Material for this task:
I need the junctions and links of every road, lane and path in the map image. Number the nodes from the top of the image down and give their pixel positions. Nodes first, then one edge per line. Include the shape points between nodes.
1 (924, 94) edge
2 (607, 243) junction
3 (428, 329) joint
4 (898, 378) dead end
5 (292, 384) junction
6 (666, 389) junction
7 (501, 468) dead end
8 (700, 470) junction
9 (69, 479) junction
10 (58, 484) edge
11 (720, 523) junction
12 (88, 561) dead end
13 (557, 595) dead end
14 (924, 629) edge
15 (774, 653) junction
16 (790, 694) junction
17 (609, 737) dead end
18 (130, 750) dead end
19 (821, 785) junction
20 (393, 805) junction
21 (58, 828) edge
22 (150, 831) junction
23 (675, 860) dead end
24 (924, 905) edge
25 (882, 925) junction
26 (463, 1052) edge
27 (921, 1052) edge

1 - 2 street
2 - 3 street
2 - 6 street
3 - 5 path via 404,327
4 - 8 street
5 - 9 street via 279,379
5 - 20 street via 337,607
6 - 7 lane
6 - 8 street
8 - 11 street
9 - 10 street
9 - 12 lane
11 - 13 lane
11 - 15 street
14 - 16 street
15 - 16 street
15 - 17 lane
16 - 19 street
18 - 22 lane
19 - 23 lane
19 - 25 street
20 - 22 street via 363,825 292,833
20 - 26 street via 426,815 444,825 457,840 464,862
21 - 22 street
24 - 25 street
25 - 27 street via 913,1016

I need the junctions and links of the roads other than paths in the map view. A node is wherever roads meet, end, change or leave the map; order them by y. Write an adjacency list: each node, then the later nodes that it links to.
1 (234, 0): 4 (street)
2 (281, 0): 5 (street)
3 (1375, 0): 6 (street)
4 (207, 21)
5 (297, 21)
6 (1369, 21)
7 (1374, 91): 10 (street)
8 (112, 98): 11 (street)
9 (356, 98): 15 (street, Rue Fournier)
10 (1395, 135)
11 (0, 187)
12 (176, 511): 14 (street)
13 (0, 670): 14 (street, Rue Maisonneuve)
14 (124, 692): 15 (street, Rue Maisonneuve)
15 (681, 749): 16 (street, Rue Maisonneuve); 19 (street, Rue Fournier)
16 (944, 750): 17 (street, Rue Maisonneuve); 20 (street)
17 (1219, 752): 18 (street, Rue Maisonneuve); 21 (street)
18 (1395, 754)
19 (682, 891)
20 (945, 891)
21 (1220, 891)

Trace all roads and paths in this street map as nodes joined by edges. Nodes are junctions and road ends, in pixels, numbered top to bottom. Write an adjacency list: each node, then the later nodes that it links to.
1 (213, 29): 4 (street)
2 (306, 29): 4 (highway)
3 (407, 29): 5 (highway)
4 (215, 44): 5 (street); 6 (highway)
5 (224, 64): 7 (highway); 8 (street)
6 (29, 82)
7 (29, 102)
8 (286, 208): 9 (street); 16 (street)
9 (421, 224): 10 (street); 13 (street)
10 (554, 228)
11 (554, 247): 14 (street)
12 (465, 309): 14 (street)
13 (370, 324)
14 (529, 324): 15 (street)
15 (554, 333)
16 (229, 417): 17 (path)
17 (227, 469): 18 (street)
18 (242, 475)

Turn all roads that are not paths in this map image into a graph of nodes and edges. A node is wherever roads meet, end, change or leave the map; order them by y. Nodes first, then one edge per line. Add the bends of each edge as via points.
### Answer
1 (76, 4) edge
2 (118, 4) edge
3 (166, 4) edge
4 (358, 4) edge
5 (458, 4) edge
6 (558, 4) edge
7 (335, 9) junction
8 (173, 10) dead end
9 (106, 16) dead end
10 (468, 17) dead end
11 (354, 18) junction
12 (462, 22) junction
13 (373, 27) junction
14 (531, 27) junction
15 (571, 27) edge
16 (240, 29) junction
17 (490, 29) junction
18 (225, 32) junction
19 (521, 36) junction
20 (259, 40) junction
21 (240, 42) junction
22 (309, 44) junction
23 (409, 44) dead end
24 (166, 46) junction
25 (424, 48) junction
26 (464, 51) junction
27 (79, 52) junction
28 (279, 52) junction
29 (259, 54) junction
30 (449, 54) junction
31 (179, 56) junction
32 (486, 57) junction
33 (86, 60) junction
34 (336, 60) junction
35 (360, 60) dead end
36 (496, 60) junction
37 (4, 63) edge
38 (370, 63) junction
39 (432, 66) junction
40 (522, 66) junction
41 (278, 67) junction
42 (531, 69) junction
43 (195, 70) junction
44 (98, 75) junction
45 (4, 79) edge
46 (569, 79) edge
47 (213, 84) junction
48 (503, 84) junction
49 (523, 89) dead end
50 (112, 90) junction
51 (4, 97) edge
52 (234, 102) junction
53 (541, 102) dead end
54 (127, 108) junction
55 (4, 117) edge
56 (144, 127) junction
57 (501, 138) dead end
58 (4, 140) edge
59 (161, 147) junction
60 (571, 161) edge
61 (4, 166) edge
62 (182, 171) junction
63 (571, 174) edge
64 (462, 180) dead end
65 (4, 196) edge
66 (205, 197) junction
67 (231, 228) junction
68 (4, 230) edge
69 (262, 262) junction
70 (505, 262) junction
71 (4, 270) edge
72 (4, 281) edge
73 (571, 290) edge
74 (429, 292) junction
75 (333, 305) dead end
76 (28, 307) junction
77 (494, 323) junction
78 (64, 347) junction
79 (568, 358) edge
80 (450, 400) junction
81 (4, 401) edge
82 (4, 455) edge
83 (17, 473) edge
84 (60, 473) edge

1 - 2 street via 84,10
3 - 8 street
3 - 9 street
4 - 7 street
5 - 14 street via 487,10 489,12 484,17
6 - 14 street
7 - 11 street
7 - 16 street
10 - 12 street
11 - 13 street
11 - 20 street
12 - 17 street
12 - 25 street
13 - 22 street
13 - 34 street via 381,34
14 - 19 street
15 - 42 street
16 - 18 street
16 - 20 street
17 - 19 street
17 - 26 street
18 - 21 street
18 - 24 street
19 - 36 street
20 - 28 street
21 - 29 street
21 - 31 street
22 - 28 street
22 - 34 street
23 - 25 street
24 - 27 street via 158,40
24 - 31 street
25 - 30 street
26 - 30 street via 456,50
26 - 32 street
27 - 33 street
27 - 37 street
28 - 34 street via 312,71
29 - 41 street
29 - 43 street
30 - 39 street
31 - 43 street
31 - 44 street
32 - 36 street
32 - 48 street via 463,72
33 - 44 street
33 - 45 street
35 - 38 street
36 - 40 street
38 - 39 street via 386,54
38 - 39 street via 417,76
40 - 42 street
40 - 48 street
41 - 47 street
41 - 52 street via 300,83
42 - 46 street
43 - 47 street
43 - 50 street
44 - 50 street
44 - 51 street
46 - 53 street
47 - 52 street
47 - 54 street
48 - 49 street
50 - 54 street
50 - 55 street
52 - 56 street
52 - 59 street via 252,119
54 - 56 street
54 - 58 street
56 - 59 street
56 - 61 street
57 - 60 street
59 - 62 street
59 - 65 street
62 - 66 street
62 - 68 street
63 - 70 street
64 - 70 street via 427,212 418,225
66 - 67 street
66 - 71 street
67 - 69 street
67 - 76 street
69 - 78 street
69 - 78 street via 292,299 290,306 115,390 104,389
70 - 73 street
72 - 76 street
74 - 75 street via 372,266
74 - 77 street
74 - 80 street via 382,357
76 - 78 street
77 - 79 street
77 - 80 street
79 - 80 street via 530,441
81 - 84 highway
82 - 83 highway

Your task: Give an exact transcription of the data shown above.

Exercise response:
I need the junctions and links of every road, lane and path in the map image. Number the nodes from the top of the image down and give their pixel positions. Nodes first, then one edge per line. Include the shape points between nodes.
1 (924, 94) edge
2 (607, 243) junction
3 (428, 329) joint
4 (898, 378) dead end
5 (292, 384) junction
6 (666, 389) junction
7 (501, 468) dead end
8 (700, 470) junction
9 (69, 479) junction
10 (58, 484) edge
11 (720, 523) junction
12 (88, 561) dead end
13 (557, 595) dead end
14 (924, 629) edge
15 (774, 653) junction
16 (790, 694) junction
17 (609, 737) dead end
18 (130, 750) dead end
19 (821, 785) junction
20 (393, 805) junction
21 (58, 828) edge
22 (150, 831) junction
23 (675, 860) dead end
24 (924, 905) edge
25 (882, 925) junction
26 (463, 1052) edge
27 (921, 1052) edge

1 - 2 street
2 - 3 street
2 - 6 street
3 - 5 path via 404,327
4 - 8 street
5 - 9 street via 279,379
5 - 20 street via 337,607
6 - 7 lane
6 - 8 street
8 - 11 street
9 - 10 street
9 - 12 lane
11 - 13 lane
11 - 15 street
14 - 16 street
15 - 16 street
15 - 17 lane
16 - 19 street
18 - 22 lane
19 - 23 lane
19 - 25 street
20 - 22 street via 363,825 292,833
20 - 26 street via 426,815 444,825 457,840 464,862
21 - 22 street
24 - 25 street
25 - 27 street via 913,1016

I need the junctions and links of the roads other than paths in the map view. A node is wherever roads meet, end, change or leave the map; order them by y. Write an adjacency list: each node, then the later nodes that it links to.
1 (234, 0): 4 (street)
2 (281, 0): 5 (street)
3 (1375, 0): 6 (street)
4 (207, 21)
5 (297, 21)
6 (1369, 21)
7 (1374, 91): 10 (street)
8 (112, 98): 11 (street)
9 (356, 98): 15 (street, Rue Fournier)
10 (1395, 135)
11 (0, 187)
12 (176, 511): 14 (street)
13 (0, 670): 14 (street, Rue Maisonneuve)
14 (124, 692): 15 (street, Rue Maisonneuve)
15 (681, 749): 16 (street, Rue Maisonneuve); 19 (street, Rue Fournier)
16 (944, 750): 17 (street, Rue Maisonneuve); 20 (street)
17 (1219, 752): 18 (street, Rue Maisonneuve); 21 (street)
18 (1395, 754)
19 (682, 891)
20 (945, 891)
21 (1220, 891)

Trace all roads and paths in this street map as nodes joined by edges. Nodes are junctions and road ends, in pixels, numbered top to bottom. Write an adjacency list: each node, then the later nodes that it links to.
1 (213, 29): 4 (street)
2 (306, 29): 4 (highway)
3 (407, 29): 5 (highway)
4 (215, 44): 5 (street); 6 (highway)
5 (224, 64): 7 (highway); 8 (street)
6 (29, 82)
7 (29, 102)
8 (286, 208): 9 (street); 16 (street)
9 (421, 224): 10 (street); 13 (street)
10 (554, 228)
11 (554, 247): 14 (street)
12 (465, 309): 14 (street)
13 (370, 324)
14 (529, 324): 15 (street)
15 (554, 333)
16 (229, 417): 17 (path)
17 (227, 469): 18 (street)
18 (242, 475)

Turn all roads that are not paths in this map image into a graph of nodes and edges. A node is wherever roads meet, end, change or leave the map; order them by y. Nodes first, then one edge per line. Add the bends of each edge as via points.
### Answer
1 (76, 4) edge
2 (118, 4) edge
3 (166, 4) edge
4 (358, 4) edge
5 (458, 4) edge
6 (558, 4) edge
7 (335, 9) junction
8 (173, 10) dead end
9 (106, 16) dead end
10 (468, 17) dead end
11 (354, 18) junction
12 (462, 22) junction
13 (373, 27) junction
14 (531, 27) junction
15 (571, 27) edge
16 (240, 29) junction
17 (490, 29) junction
18 (225, 32) junction
19 (521, 36) junction
20 (259, 40) junction
21 (240, 42) junction
22 (309, 44) junction
23 (409, 44) dead end
24 (166, 46) junction
25 (424, 48) junction
26 (464, 51) junction
27 (79, 52) junction
28 (279, 52) junction
29 (259, 54) junction
30 (449, 54) junction
31 (179, 56) junction
32 (486, 57) junction
33 (86, 60) junction
34 (336, 60) junction
35 (360, 60) dead end
36 (496, 60) junction
37 (4, 63) edge
38 (370, 63) junction
39 (432, 66) junction
40 (522, 66) junction
41 (278, 67) junction
42 (531, 69) junction
43 (195, 70) junction
44 (98, 75) junction
45 (4, 79) edge
46 (569, 79) edge
47 (213, 84) junction
48 (503, 84) junction
49 (523, 89) dead end
50 (112, 90) junction
51 (4, 97) edge
52 (234, 102) junction
53 (541, 102) dead end
54 (127, 108) junction
55 (4, 117) edge
56 (144, 127) junction
57 (501, 138) dead end
58 (4, 140) edge
59 (161, 147) junction
60 (571, 161) edge
61 (4, 166) edge
62 (182, 171) junction
63 (571, 174) edge
64 (462, 180) dead end
65 (4, 196) edge
66 (205, 197) junction
67 (231, 228) junction
68 (4, 230) edge
69 (262, 262) junction
70 (505, 262) junction
71 (4, 270) edge
72 (4, 281) edge
73 (571, 290) edge
74 (429, 292) junction
75 (333, 305) dead end
76 (28, 307) junction
77 (494, 323) junction
78 (64, 347) junction
79 (568, 358) edge
80 (450, 400) junction
81 (4, 401) edge
82 (4, 455) edge
83 (17, 473) edge
84 (60, 473) edge

1 - 2 street via 84,10
3 - 8 street
3 - 9 street
4 - 7 street
5 - 14 street via 487,10 489,12 484,17
6 - 14 street
7 - 11 street
7 - 16 street
10 - 12 street
11 - 13 street
11 - 20 street
12 - 17 street
12 - 25 street
13 - 22 street
13 - 34 street via 381,34
14 - 19 street
15 - 42 street
16 - 18 street
16 - 20 street
17 - 19 street
17 - 26 street
18 - 21 street
18 - 24 street
19 - 36 street
20 - 28 street
21 - 29 street
21 - 31 street
22 - 28 street
22 - 34 street
23 - 25 street
24 - 27 street via 158,40
24 - 31 street
25 - 30 street
26 - 30 street via 456,50
26 - 32 street
27 - 33 street
27 - 37 street
28 - 34 street via 312,71
29 - 41 street
29 - 43 street
30 - 39 street
31 - 43 street
31 - 44 street
32 - 36 street
32 - 48 street via 463,72
33 - 44 street
33 - 45 street
35 - 38 street
36 - 40 street
38 - 39 street via 386,54
38 - 39 street via 417,76
40 - 42 street
40 - 48 street
41 - 47 street
41 - 52 street via 300,83
42 - 46 street
43 - 47 street
43 - 50 street
44 - 50 street
44 - 51 street
46 - 53 street
47 - 52 street
47 - 54 street
48 - 49 street
50 - 54 street
50 - 55 street
52 - 56 street
52 - 59 street via 252,119
54 - 56 street
54 - 58 street
56 - 59 street
56 - 61 street
57 - 60 street
59 - 62 street
59 - 65 street
62 - 66 street
62 - 68 street
63 - 70 street
64 - 70 street via 427,212 418,225
66 - 67 street
66 - 71 street
67 - 69 street
67 - 76 street
69 - 78 street
69 - 78 street via 292,299 290,306 115,390 104,389
70 - 73 street
72 - 76 street
74 - 75 street via 372,266
74 - 77 street
74 - 80 street via 382,357
76 - 78 street
77 - 79 street
77 - 80 street
79 - 80 street via 530,441
81 - 84 highway
82 - 83 highway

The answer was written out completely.